*ACTION ITEM*
Copy out the whole listing exactly as given. Skip the pictures.

*DATA*
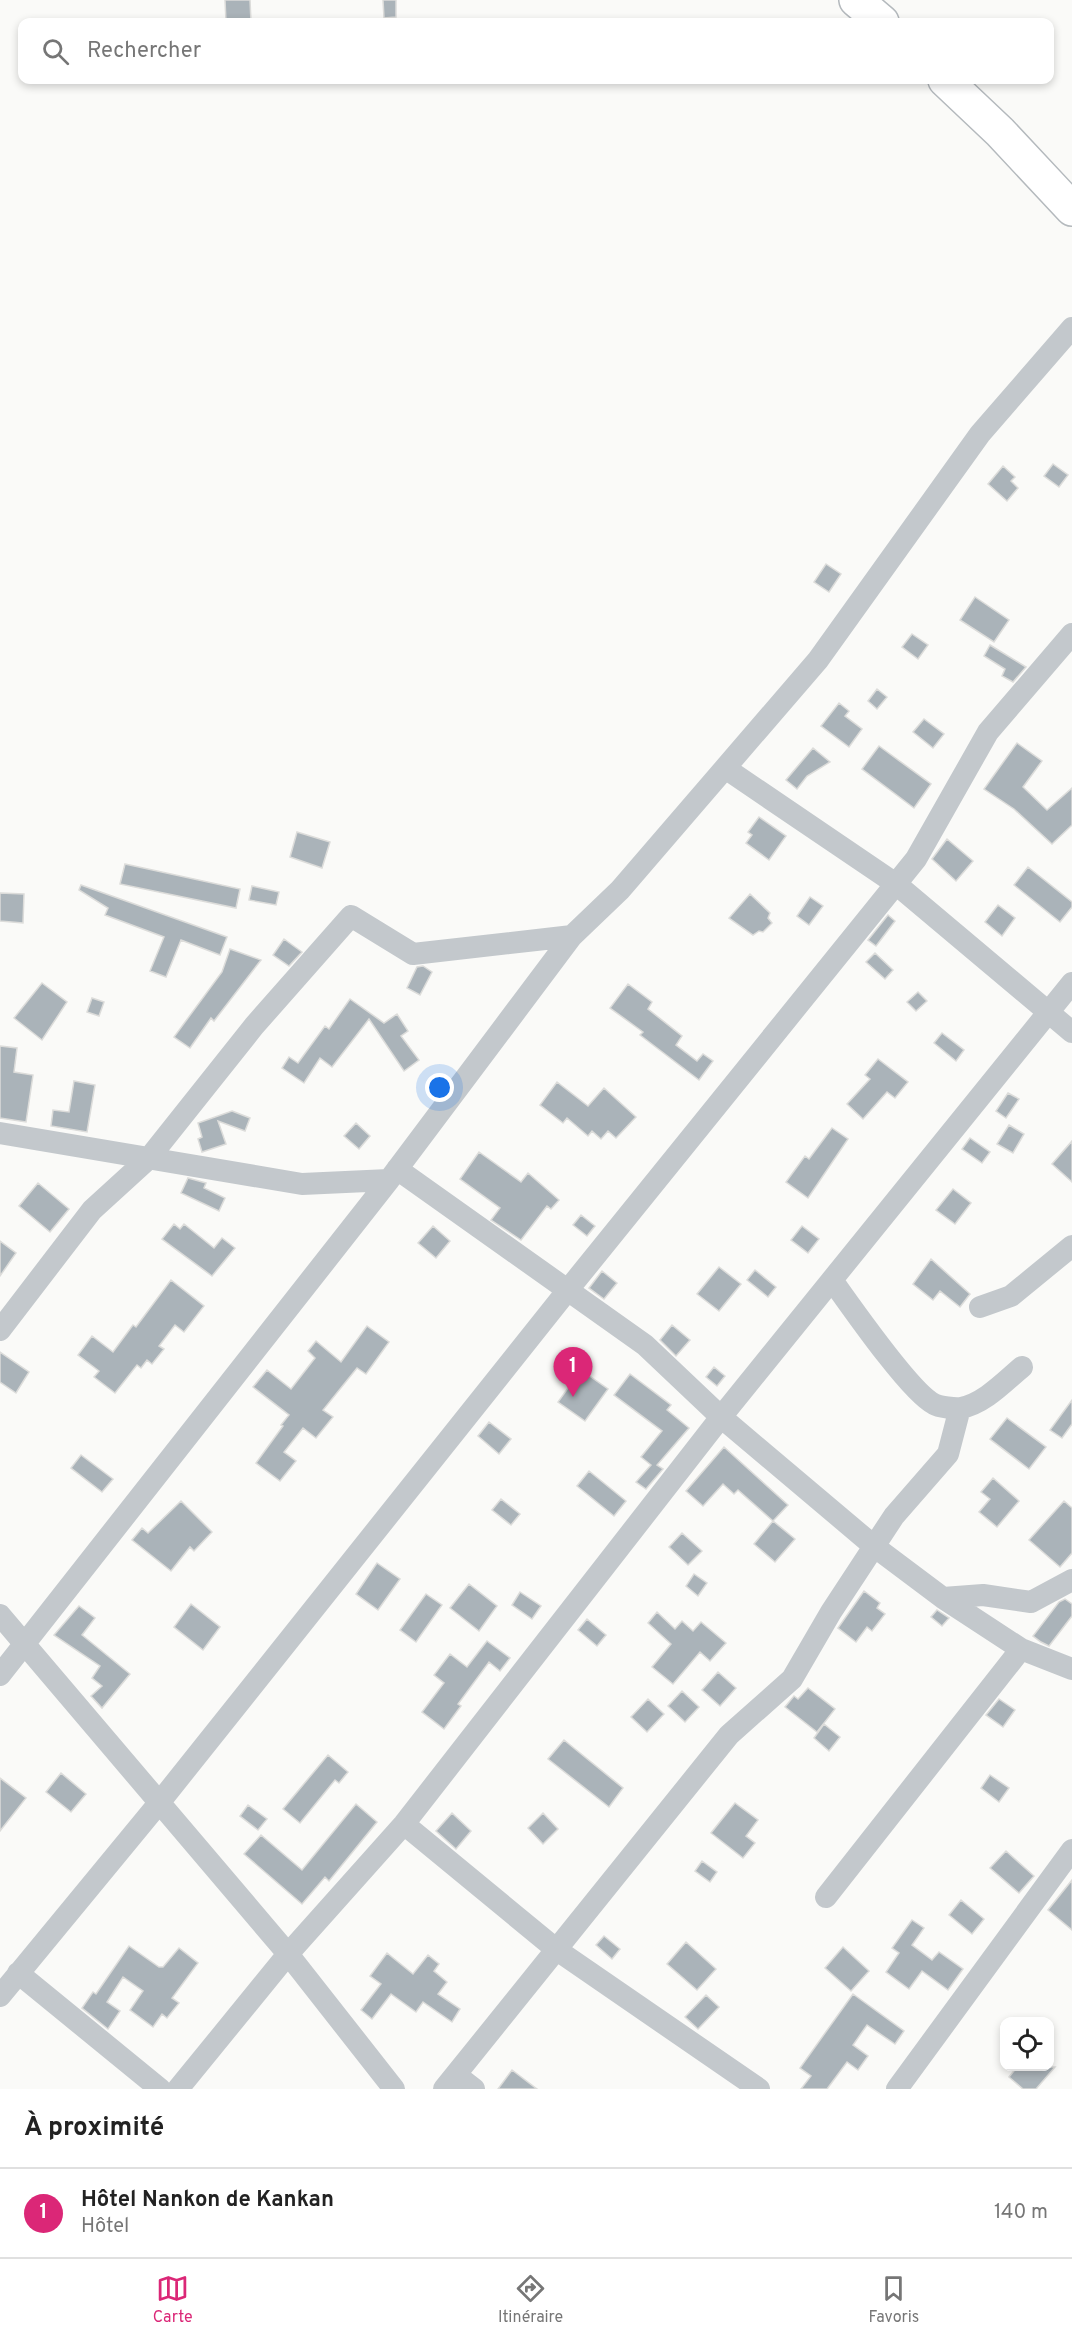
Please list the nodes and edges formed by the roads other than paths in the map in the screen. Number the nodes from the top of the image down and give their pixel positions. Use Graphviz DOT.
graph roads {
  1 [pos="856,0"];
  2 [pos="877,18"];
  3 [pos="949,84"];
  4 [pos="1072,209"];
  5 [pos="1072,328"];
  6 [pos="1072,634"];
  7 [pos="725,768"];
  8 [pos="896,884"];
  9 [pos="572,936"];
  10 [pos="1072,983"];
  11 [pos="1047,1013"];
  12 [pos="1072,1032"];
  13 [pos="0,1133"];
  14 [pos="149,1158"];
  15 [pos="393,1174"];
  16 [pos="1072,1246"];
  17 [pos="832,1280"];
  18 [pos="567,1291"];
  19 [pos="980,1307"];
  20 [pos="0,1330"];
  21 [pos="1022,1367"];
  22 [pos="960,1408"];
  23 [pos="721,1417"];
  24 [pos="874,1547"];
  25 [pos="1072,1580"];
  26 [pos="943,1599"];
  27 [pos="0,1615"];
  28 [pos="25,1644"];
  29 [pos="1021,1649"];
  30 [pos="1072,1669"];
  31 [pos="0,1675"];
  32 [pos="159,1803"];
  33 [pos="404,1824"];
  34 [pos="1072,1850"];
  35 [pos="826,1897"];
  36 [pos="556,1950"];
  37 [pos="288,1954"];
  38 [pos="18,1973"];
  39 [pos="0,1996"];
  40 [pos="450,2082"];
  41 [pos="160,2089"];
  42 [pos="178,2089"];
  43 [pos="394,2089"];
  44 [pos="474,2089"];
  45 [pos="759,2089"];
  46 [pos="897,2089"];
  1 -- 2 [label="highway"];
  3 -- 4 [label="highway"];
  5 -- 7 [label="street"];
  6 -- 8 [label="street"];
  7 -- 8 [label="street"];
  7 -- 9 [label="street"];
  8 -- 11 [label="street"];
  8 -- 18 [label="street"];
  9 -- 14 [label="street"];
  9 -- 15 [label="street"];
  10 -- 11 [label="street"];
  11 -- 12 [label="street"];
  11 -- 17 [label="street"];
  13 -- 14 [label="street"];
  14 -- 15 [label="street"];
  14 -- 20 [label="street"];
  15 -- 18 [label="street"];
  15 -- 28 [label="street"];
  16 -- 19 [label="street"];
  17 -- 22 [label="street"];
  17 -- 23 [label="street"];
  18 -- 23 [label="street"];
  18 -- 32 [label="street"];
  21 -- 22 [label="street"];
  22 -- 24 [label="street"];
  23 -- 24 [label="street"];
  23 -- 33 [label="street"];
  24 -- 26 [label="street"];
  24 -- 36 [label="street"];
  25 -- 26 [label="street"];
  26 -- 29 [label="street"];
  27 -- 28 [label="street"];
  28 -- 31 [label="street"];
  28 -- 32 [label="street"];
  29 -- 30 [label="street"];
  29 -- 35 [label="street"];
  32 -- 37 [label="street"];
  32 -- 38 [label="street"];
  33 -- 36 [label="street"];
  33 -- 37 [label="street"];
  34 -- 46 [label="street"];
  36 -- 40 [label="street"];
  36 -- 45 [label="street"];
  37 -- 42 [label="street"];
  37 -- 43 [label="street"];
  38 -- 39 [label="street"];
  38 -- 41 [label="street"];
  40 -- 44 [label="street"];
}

*ANSWER TO THIS EXERCISE*
Please list the nodes and edges formed by the roads other than paths in the map in the screen. Number the nodes from the top of the image down and give their pixel positions. Use Graphviz DOT.
graph roads {
  1 [pos="856,0"];
  2 [pos="877,18"];
  3 [pos="949,84"];
  4 [pos="1072,209"];
  5 [pos="1072,328"];
  6 [pos="1072,634"];
  7 [pos="725,768"];
  8 [pos="896,884"];
  9 [pos="572,936"];
  10 [pos="1072,983"];
  11 [pos="1047,1013"];
  12 [pos="1072,1032"];
  13 [pos="0,1133"];
  14 [pos="149,1158"];
  15 [pos="393,1174"];
  16 [pos="1072,1246"];
  17 [pos="832,1280"];
  18 [pos="567,1291"];
  19 [pos="980,1307"];
  20 [pos="0,1330"];
  21 [pos="1022,1367"];
  22 [pos="960,1408"];
  23 [pos="721,1417"];
  24 [pos="874,1547"];
  25 [pos="1072,1580"];
  26 [pos="943,1599"];
  27 [pos="0,1615"];
  28 [pos="25,1644"];
  29 [pos="1021,1649"];
  30 [pos="1072,1669"];
  31 [pos="0,1675"];
  32 [pos="159,1803"];
  33 [pos="404,1824"];
  34 [pos="1072,1850"];
  35 [pos="826,1897"];
  36 [pos="556,1950"];
  37 [pos="288,1954"];
  38 [pos="18,1973"];
  39 [pos="0,1996"];
  40 [pos="450,2082"];
  41 [pos="160,2089"];
  42 [pos="178,2089"];
  43 [pos="394,2089"];
  44 [pos="474,2089"];
  45 [pos="759,2089"];
  46 [pos="897,2089"];
  1 -- 2 [label="highway"];
  3 -- 4 [label="highway"];
  5 -- 7 [label="street"];
  6 -- 8 [label="street"];
  7 -- 8 [label="street"];
  7 -- 9 [label="street"];
  8 -- 11 [label="street"];
  8 -- 18 [label="street"];
  9 -- 14 [label="street"];
  9 -- 15 [label="street"];
  10 -- 11 [label="street"];
  11 -- 12 [label="street"];
  11 -- 17 [label="street"];
  13 -- 14 [label="street"];
  14 -- 15 [label="street"];
  14 -- 20 [label="street"];
  15 -- 18 [label="street"];
  15 -- 28 [label="street"];
  16 -- 19 [label="street"];
  17 -- 22 [label="street"];
  17 -- 23 [label="street"];
  18 -- 23 [label="street"];
  18 -- 32 [label="street"];
  21 -- 22 [label="street"];
  22 -- 24 [label="street"];
  23 -- 24 [label="street"];
  23 -- 33 [label="street"];
  24 -- 26 [label="street"];
  24 -- 36 [label="street"];
  25 -- 26 [label="street"];
  26 -- 29 [label="street"];
  27 -- 28 [label="street"];
  28 -- 31 [label="street"];
  28 -- 32 [label="street"];
  29 -- 30 [label="street"];
  29 -- 35 [label="street"];
  32 -- 37 [label="street"];
  32 -- 38 [label="street"];
  33 -- 36 [label="street"];
  33 -- 37 [label="street"];
  34 -- 46 [label="street"];
  36 -- 40 [label="street"];
  36 -- 45 [label="street"];
  37 -- 42 [label="street"];
  37 -- 43 [label="street"];
  38 -- 39 [label="street"];
  38 -- 41 [label="street"];
  40 -- 44 [label="street"];
}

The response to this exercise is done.